The Malabar Investments Founder shares his investment mantra including his two top picks right now. 

A man carrying a briefcase walks in front of the Bombay Stock Exchange. (Photographer: Prashanth Vishwanathan/Bloomberg)
A man carrying a briefcase walks in front of the Bombay Stock Exchange. (Photographer: Prashanth Vishwanathan/Bloomberg)

Quality of the management is one of the key aspects to consider before investing in a business, advises Sumeet Nagar from Malabar Investments.

The investment adviser, who bets on small businesses and manages assets worth $600 million, says he looks for four things in the management: strong operating capability, good capital allocation discipline, integrity and a strong second rung.

Malabar Investments backs small- and mid-cap companies with good managements over a long period to get returns. Over 5-10 years, well-run companies end up outperforming the larger peers as they grow faster and their earnings growth reflects in market valuations, he said.

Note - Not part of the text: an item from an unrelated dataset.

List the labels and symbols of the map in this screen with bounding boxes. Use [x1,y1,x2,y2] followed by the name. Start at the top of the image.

“We are not buying a stock that we think will sell at 20-50 percent profit later. We want to buy the best small and mid-cap companies in India that we can own for 5-20 years. That is a very different mindset,” he said on BloombergQuint’s special show Alpha Moguls.

Here’s an editted transcript of full interview:

How was 2017 and how do you feel about 2018?

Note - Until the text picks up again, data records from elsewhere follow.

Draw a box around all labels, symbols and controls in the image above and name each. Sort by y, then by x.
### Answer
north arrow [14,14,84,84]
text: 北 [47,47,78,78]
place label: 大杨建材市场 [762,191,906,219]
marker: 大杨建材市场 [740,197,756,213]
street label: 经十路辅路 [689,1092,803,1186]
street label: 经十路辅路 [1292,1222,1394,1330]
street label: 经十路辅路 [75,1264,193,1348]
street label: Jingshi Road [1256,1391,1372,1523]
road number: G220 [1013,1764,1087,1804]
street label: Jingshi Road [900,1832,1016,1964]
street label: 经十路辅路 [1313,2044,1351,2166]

2017 was a good year, but it is one of those years when you had a rising tide. If you haven’t done well, then there is a problem. But in a year like that, what tends to happen is all companies move up, all boats rise, and sometime the leakiest boat rise even more. You find that the marginal companies, the more leveraged companies would end up move moving up a lot.

In a year like that, the quality doesn’t matter as much. But at the juncture where we are, and as we look forward, I think the quality will start to matter a lot more. In a year or two, returns may not be as easy to come by. We will not see a run up like we have seen in last year, not with out an earnings revival. Valuations have gone up and you need to digest it. In the 1-2 years, you will see earnings growth might outpace the performance which is healthy and not bad because the valuations become reasonable. In that time, you will find the higher quality companies which are able to deliver better earnings growth are the ones that will perform better.

Do you think the next 12-18 months are the period when the tide moves lower and the leaks are exposed in those boats? Or will the tide stay stable and companies may not fall off too much, but choicest ones will rise?

It is very difficult to predict in the short term. In last one-two years, there are a lot of things that are happening, both globally and domestically, in terms of global macro factors which are happening in the context of change in liquidity, rising interest rates and domestically there is an election coming up. These are some of the concerns, but to offset that we have a domestic economy which is doing well, and global economy which is doing well. So, these competing factors will come into play. What is likely to happen, the volatility which was almost gone because of liquidity infusion will start to come back. You will have these competing factors jockeying for influence.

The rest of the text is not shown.